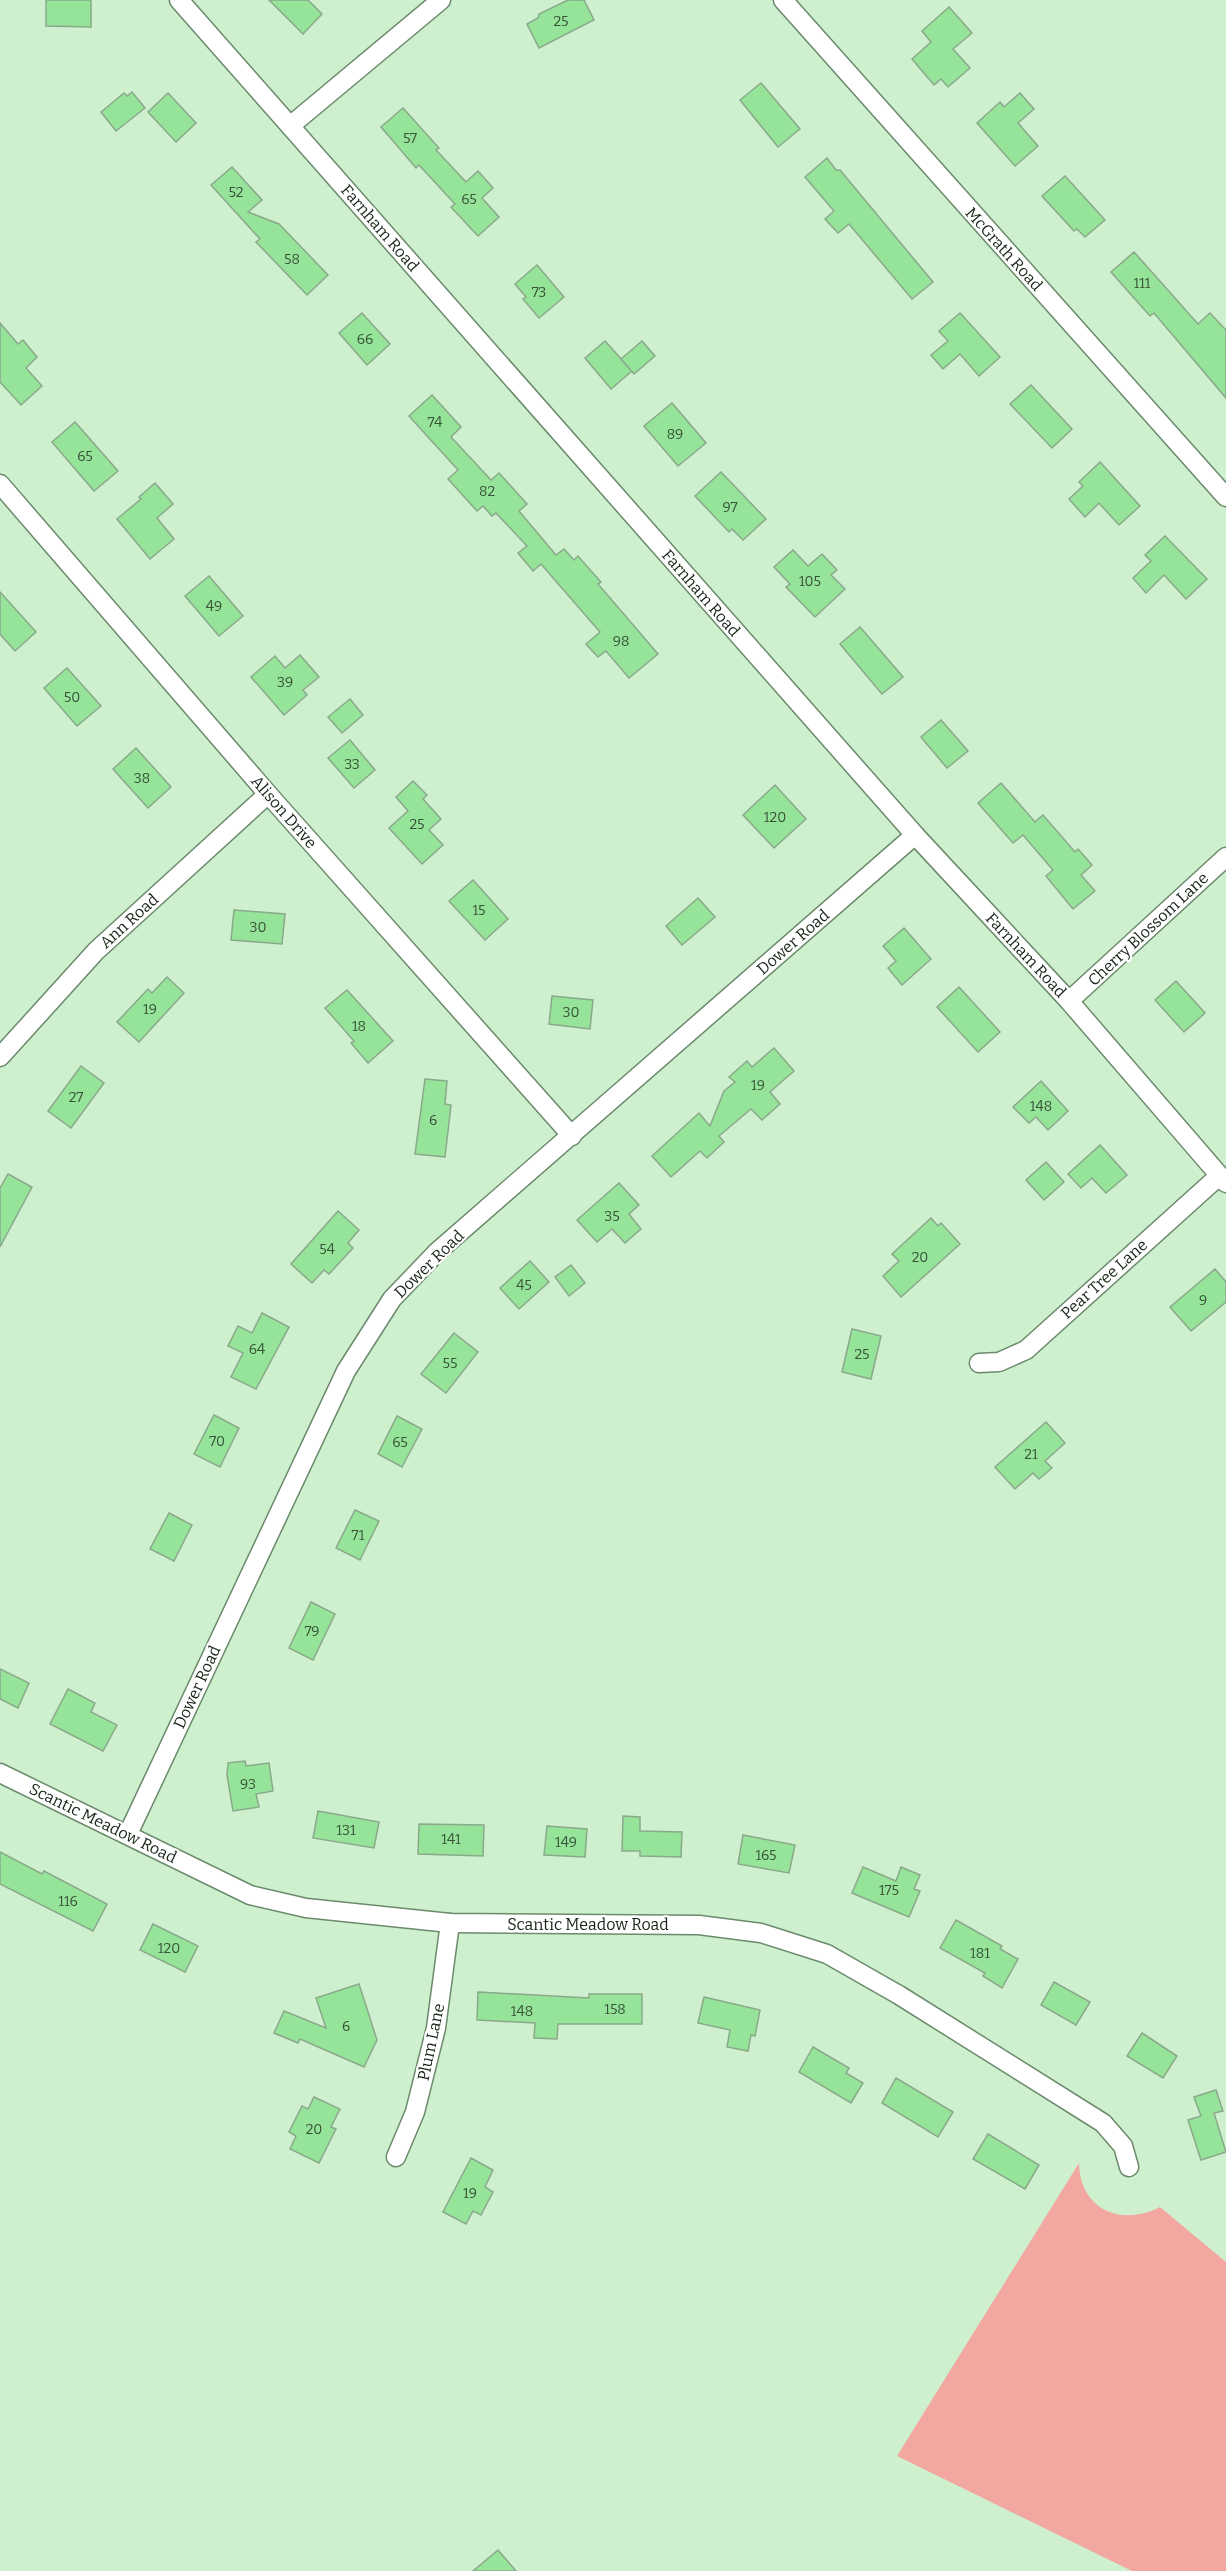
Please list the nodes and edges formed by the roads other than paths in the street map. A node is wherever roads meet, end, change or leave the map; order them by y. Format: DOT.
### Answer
graph roads {
  1 [pos="179,0"];
  2 [pos="441,0"];
  3 [pos="783,0"];
  4 [pos="290,126"];
  5 [pos="0,484"];
  6 [pos="1226,497"];
  7 [pos="268,794"];
  8 [pos="915,835"];
  9 [pos="1226,857"];
  10 [pos="1069,1001"];
  11 [pos="1,1054"];
  12 [pos="572,1136"];
  13 [pos="1223,1179"];
  14 [pos="979,1363"];
  15 [pos="0,1773"];
  16 [pos="128,1834"];
  17 [pos="450,1923"];
  18 [pos="396,2157"];
  19 [pos="1129,2167"];
  1 -- 4 [label="street, Farnham Road"];
  2 -- 4 [label="street"];
  3 -- 6 [label="street, McGrath Road"];
  4 -- 8 [label="street, Farnham Road"];
  5 -- 7 [label="street, Alison Drive"];
  7 -- 11 [label="street, Ann Road"];
  7 -- 12 [label="street, Alison Drive"];
  8 -- 10 [label="street, Farnham Road"];
  8 -- 12 [label="street, Dower Road"];
  9 -- 10 [label="street, Cherry Blossom Lane"];
  10 -- 13 [label="street, Farnham Road"];
  12 -- 16 [label="street, Dower Road"];
  13 -- 14 [label="street, Pear Tree Lane"];
  15 -- 16 [label="street, Scantic Meadow Road"];
  16 -- 17 [label="street, Scantic Meadow Road"];
  17 -- 18 [label="street, Plum Lane"];
  17 -- 19 [label="street, Scantic Meadow Road"];
}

·····

What is expected: Select the lines from the entries that include the word "Dower".

Solution for this task:
  8 -- 12 [label="street, Dower Road"];
  12 -- 16 [label="street, Dower Road"];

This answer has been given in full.